▼
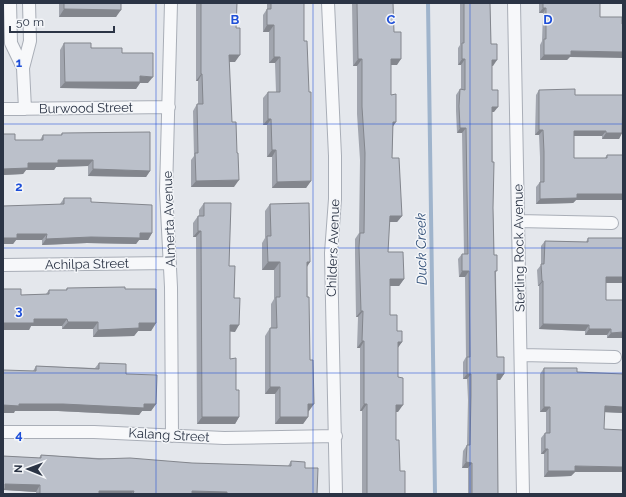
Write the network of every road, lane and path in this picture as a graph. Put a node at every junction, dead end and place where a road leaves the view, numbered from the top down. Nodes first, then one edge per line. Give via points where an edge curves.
1 (10, 3) edge
2 (29, 3) edge
3 (171, 3) edge
4 (328, 3) edge
5 (514, 3) edge
6 (23, 68) junction
7 (169, 107) junction
8 (3, 109) edge
9 (25, 109) junction
10 (518, 221) junction
11 (612, 223) dead end
12 (170, 263) junction
13 (3, 265) edge
14 (521, 356) junction
15 (615, 357) dead end
16 (3, 432) edge
17 (172, 436) junction
18 (336, 436) junction
19 (336, 494) edge
20 (523, 494) edge

1 - 6 street via 11,43
2 - 6 street via 30,40
3 - 7 street, Almerta Avenue
4 - 18 street, Childers Avenue via 335,156 331,253
5 - 10 street, Sterling Rock Avenue
6 - 9 street
7 - 9 street, Burwood Street
7 - 12 street, Almerta Avenue via 166,190
8 - 9 street, Burwood Street
10 - 11 street
10 - 14 street, Sterling Rock Avenue
12 - 13 street, Achilpa Street
12 - 17 street, Almerta Avenue
14 - 15 street
14 - 20 street, Sterling Rock Avenue
16 - 17 street, Kalang Street via 94,432
17 - 18 street, Kalang Street
18 - 19 street, Childers Avenue

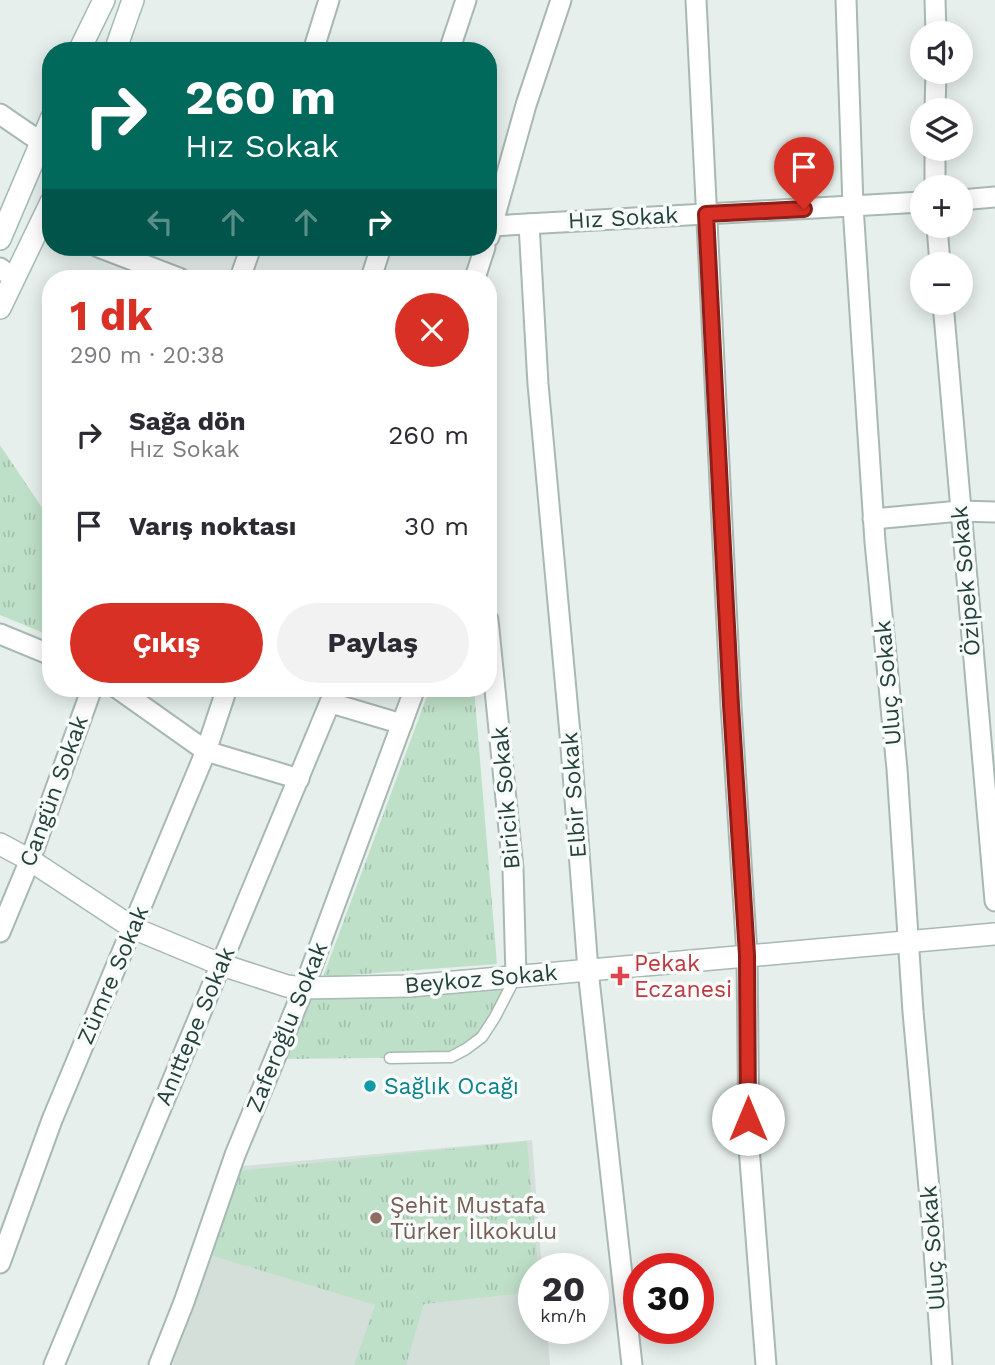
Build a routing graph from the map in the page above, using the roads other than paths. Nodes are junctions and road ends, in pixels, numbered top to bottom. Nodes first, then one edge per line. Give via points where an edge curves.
1 (104, 0) edge
2 (133, 0) edge
3 (329, 0) edge
4 (466, 0) edge
5 (561, 0) edge
6 (696, 0) edge
7 (846, 0) edge
8 (935, 0) edge
9 (936, 21) edge
10 (83, 42) edge
11 (118, 42) edge
12 (316, 42) edge
13 (452, 42) edge
14 (0, 114) edge
15 (42, 143) edge
16 (42, 154) edge
17 (995, 197) edge
18 (973, 199) edge
19 (910, 203) edge
20 (853, 206) junction
21 (497, 207) edge
22 (706, 214) junction
23 (529, 224) junction
24 (497, 231) edge
25 (42, 232) edge
26 (0, 239) edge
27 (122, 256) edge
28 (158, 270) edge
29 (7, 273) edge
30 (0, 308) edge
31 (944, 315) edge
32 (960, 511) junction
33 (995, 512) edge
34 (873, 519) junction
35 (0, 634) edge
36 (42, 651) edge
37 (89, 697) edge
38 (130, 697) edge
39 (224, 697) edge
40 (332, 697) edge
41 (338, 697) edge
42 (412, 697) edge
43 (496, 697) edge
44 (402, 724) junction
45 (206, 751) junction
46 (299, 779) junction
47 (0, 844) edge
48 (30, 860) junction
49 (995, 901) edge
50 (133, 928) junction
51 (0, 932) edge
52 (995, 934) edge
53 (908, 940) junction
54 (747, 955) junction
55 (222, 965) junction
56 (588, 970) junction
57 (516, 976) junction
58 (304, 988) junction
59 (390, 1058) dead end
60 (0, 1263) edge
61 (54, 1365) edge
62 (159, 1365) edge
63 (632, 1365) edge
64 (766, 1365) edge
65 (942, 1365) edge

1 - 10 street
2 - 11 street
3 - 12 street
4 - 13 street
5 - 21 street
6 - 22 street
7 - 20 street, Uluç Sokak
8 - 9 street
14 - 15 street
16 - 26 street
17 - 18 street
19 - 20 street, Hız Sokak
20 - 22 street, Hız Sokak
20 - 34 street, Uluç Sokak
22 - 23 street, Hız Sokak
22 - 54 street
23 - 24 street, Hız Sokak
23 - 56 street, Elbir Sokak via 538,384
25 - 29 street
27 - 28 street
29 - 30 street
31 - 32 street, Özipek Sokak
32 - 33 street
32 - 34 street
32 - 49 street, Özipek Sokak
34 - 53 street, Uluç Sokak
35 - 36 street
37 - 48 street, Cangün Sokak
38 - 45 street
39 - 45 street, Zümre Sokak
40 - 46 street, Anıttepe Sokak
41 - 44 street
42 - 44 street, Zaferoğlu Sokak
43 - 57 street, Biricik Sokak via 513,869
44 - 58 street, Zaferoğlu Sokak
45 - 46 street
45 - 50 street, Zümre Sokak
46 - 55 street, Anıttepe Sokak
47 - 48 street, Beykoz Sokak
48 - 50 street, Beykoz Sokak
48 - 51 street, Cangün Sokak
50 - 55 street, Beykoz Sokak
50 - 60 street, Zümre Sokak via 52,1119
52 - 53 street, Beykoz Sokak
53 - 54 street, Beykoz Sokak
53 - 65 street, Uluç Sokak
54 - 56 street, Beykoz Sokak
54 - 64 street via 749,1147
55 - 58 street, Beykoz Sokak
55 - 61 street, Anıttepe Sokak
56 - 57 street, Beykoz Sokak
56 - 63 street, Elbir Sokak
57 - 58 street, Beykoz Sokak via 410,986
57 - 59 lane via 482,1037 466,1049 451,1057
58 - 62 street, Zaferoğlu Sokak via 235,1155

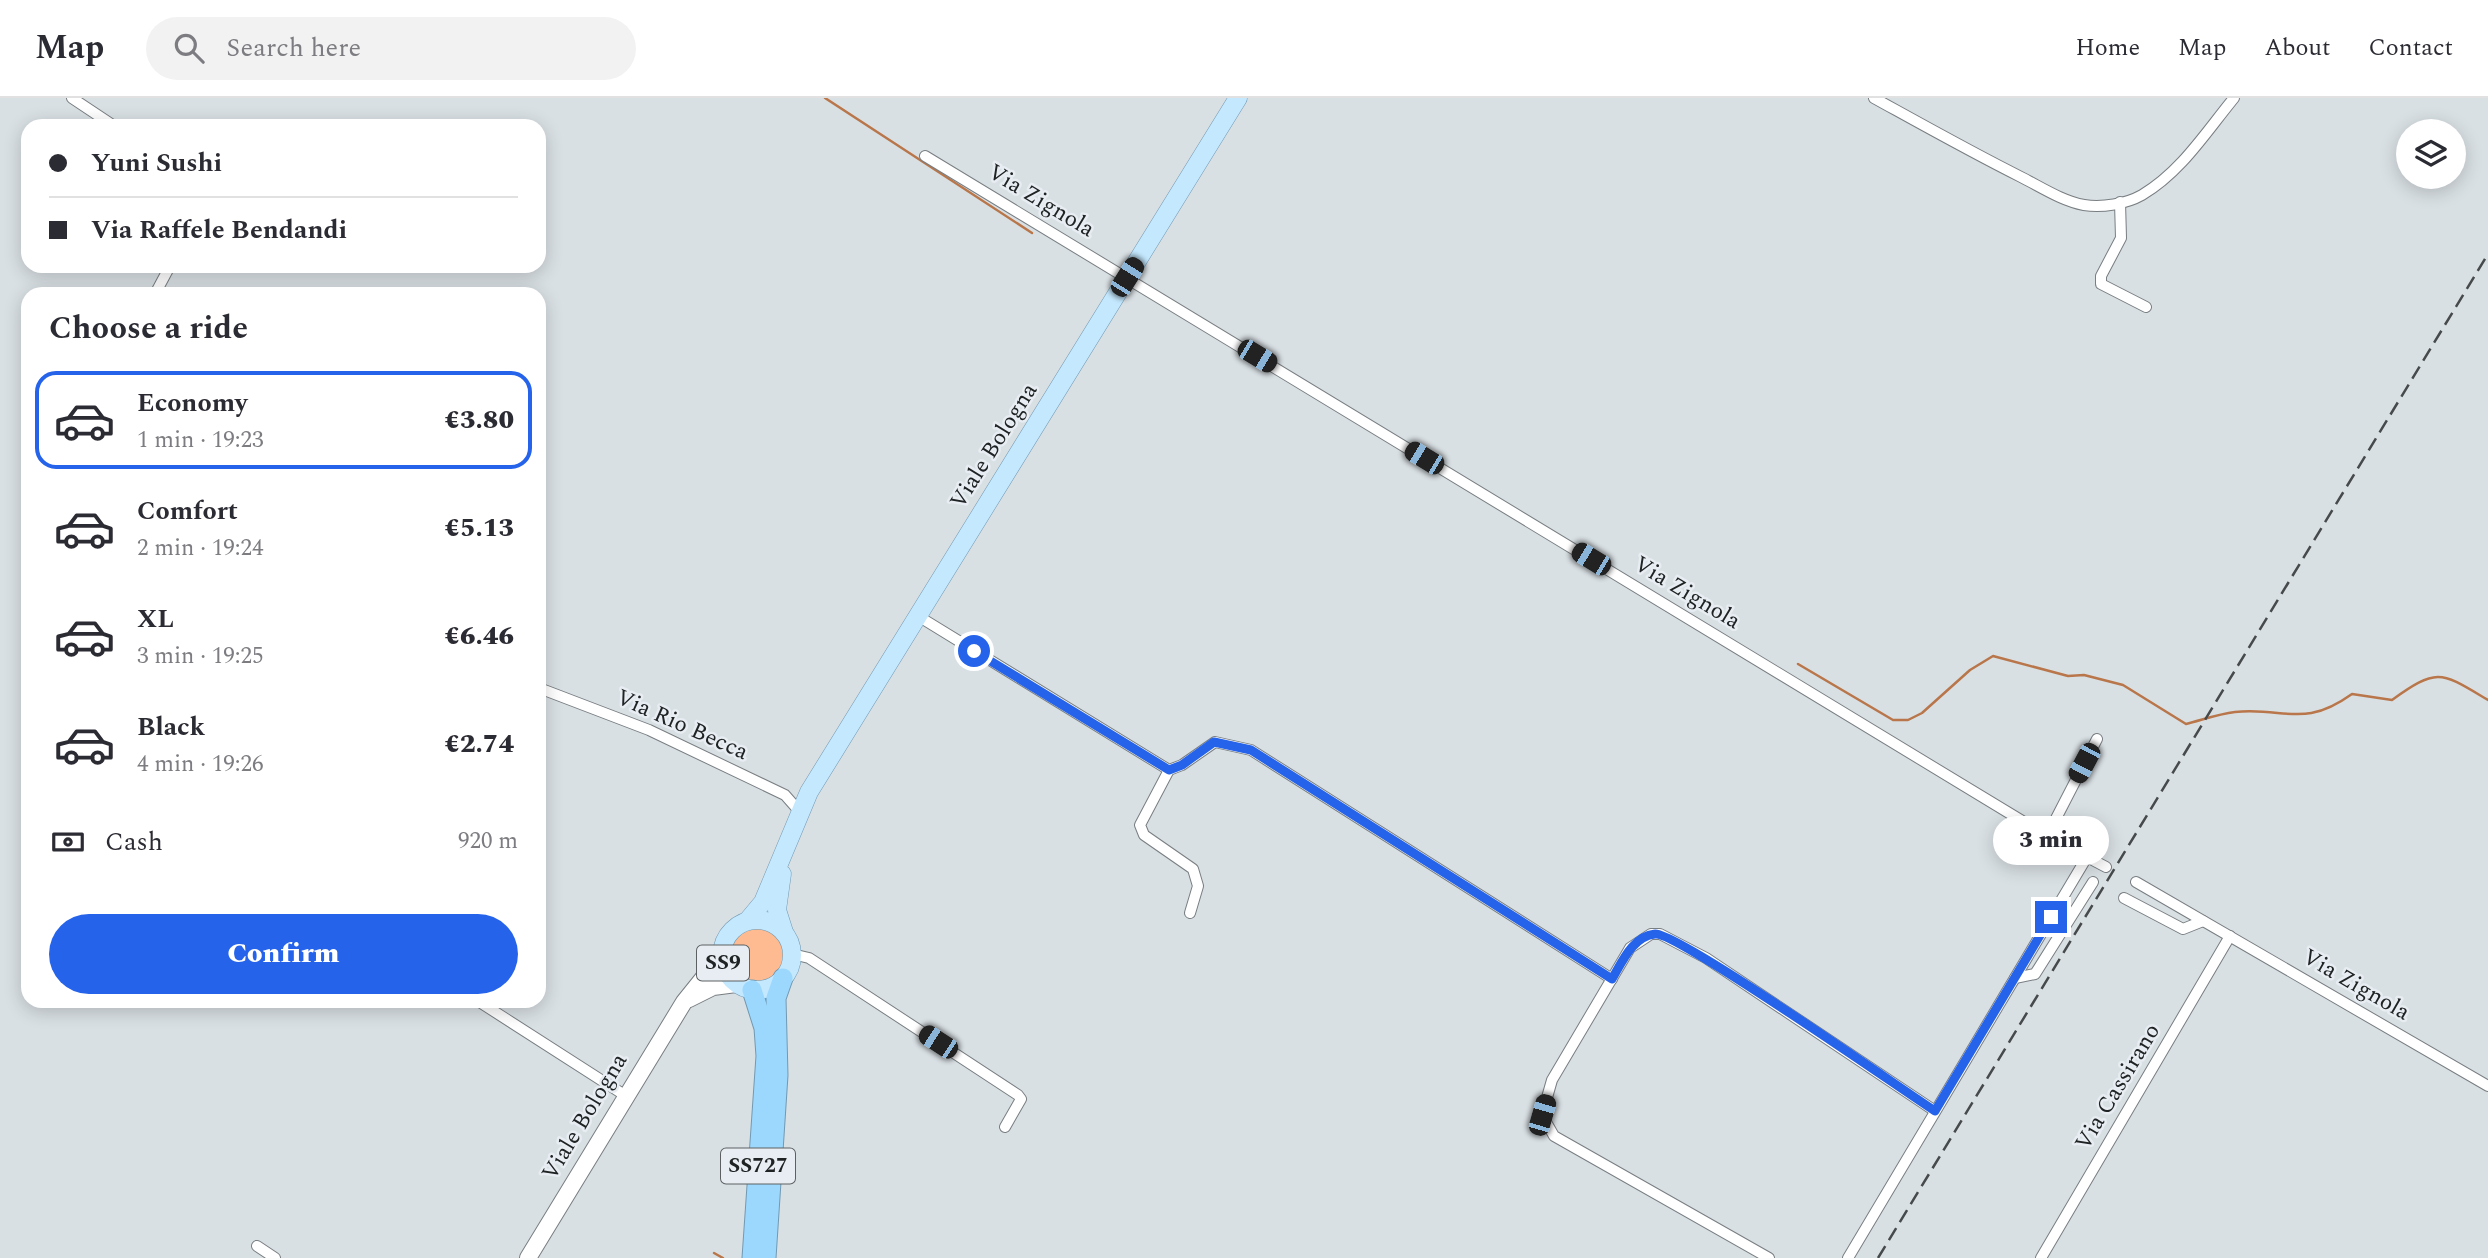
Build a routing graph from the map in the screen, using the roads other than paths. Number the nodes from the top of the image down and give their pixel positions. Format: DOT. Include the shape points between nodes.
graph roads {
  1 [pos="72,98"];
  2 [pos="1238,98"];
  3 [pos="1874,98"];
  4 [pos="2234,98"];
  5 [pos="104,119"];
  6 [pos="926,156"];
  7 [pos="2120,202"];
  8 [pos="1127,277"];
  9 [pos="2146,307"];
  10 [pos="918,616"];
  11 [pos="546,691"];
  12 [pos="2097,739"];
  13 [pos="1169,770"];
  14 [pos="798,817"];
  15 [pos="2047,836"];
  16 [pos="2087,857"];
  17 [pos="2106,867"];
  18 [pos="2093,882"];
  19 [pos="2136,882"];
  20 [pos="2124,898"];
  21 [pos="1190,913"];
  22 [pos="748,920"];
  23 [pos="2203,921"];
  24 [pos="784,932"];
  25 [pos="2230,936"];
  26 [pos="792,954"];
  27 [pos="721,956"];
  28 [pos="783,978"];
  29 [pos="2015,978"];
  30 [pos="1612,979"];
  31 [pos="744,987"];
  32 [pos="684,1002"];
  33 [pos="489,1008"];
  34 [pos="2488,1086"];
  35 [pos="626,1096"];
  36 [pos="1935,1111"];
  37 [pos="1005,1127"];
  38 [pos="257,1246"];
  39 [pos="275,1258"];
  40 [pos="528,1258"];
  41 [pos="752,1258"];
  42 [pos="766,1258"];
  43 [pos="1769,1258"];
  44 [pos="1848,1258"];
  45 [pos="2041,1258"];
  1 -- 5 [label="street"];
  2 -- 8 [label="main road, Viale Bologna"];
  3 -- 7 [label="street" via="2069,201 2088,205"];
  4 -- 7 [label="street" via="2178,167 2139,197"];
  6 -- 8 [label="street, Via Zignola"];
  7 -- 9 [label="street" via="2121,238 2101,284"];
  8 -- 10 [label="main road, Viale Bologna"];
  8 -- 15 [label="street, Via Zignola"];
  10 -- 13 [label="street"];
  10 -- 14 [label="main road, Viale Bologna" via="808,792"];
  11 -- 14 [label="street, Via Rio Becca" via="662,736 785,795"];
  12 -- 15 [label="street"];
  13 -- 21 [label="street" via="1140,825 1144,835 1193,869 1198,886"];
  13 -- 30 [label="street" via="1214,742 1251,750"];
  14 -- 22 [label="main road" via="763,902"];
  14 -- 24 [label="main road" via="779,888"];
  15 -- 16 [label="street, Via Zignola"];
  16 -- 17 [label="street, Via Zignola"];
  16 -- 29 [label="street"];
  18 -- 29 [label="street" via="2035,974"];
  19 -- 23 [label="street, Via Zignola"];
  20 -- 23 [label="street" via="2183,929"];
  22 -- 24 [label="main road, SS9" via="771,923"];
  22 -- 27 [label="main road, SS9" via="729,933"];
  23 -- 25 [label="street, Via Zignola"];
  24 -- 26 [label="main road"];
  25 -- 34 [label="street, Via Zignola"];
  25 -- 45 [label="street, Via Cassirano"];
  26 -- 28 [label="main road, SS9"];
  26 -- 37 [label="street" via="809,958 1018,1095 1021,1099"];
  27 -- 31 [label="main road, SS9" via="729,976"];
  27 -- 32 [label="main road, Viale Bologna"];
  28 -- 31 [label="main road, SS9" via="769,988"];
  28 -- 42 [label="highway, SS727" via="776,998 778,1075"];
  29 -- 36 [label="street"];
  30 -- 36 [label="street" via="1630,948 1651,934 1660,934 1706,958"];
  30 -- 43 [label="street" via="1552,1080 1542,1115 1554,1136"];
  31 -- 32 [label="main road" via="713,987"];
  31 -- 41 [label="highway, SS727" via="764,1027 766,1056"];
  32 -- 35 [label="main road, Viale Bologna"];
  33 -- 35 [label="street"];
  35 -- 40 [label="main road, Viale Bologna"];
  36 -- 44 [label="street"];
  38 -- 39 [label="street"];
}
▲
→ **PROBLEM DETAILS**:
Show the lines above with "roads".

→ **RESULT FOR THIS EXERCISE**:
Build a routing graph from the map in the page above, using the roads other than paths. Nodes are junctions and road ends, in pixels, numbered top to bottom. Nodes first, then one edge per line. Give via points where an edge curves.
Build a routing graph from the map in the screen, using the roads other than paths. Number the nodes from the top of the image down and give their pixel positions. Format: DOT. Include the shape points between nodes.
graph roads {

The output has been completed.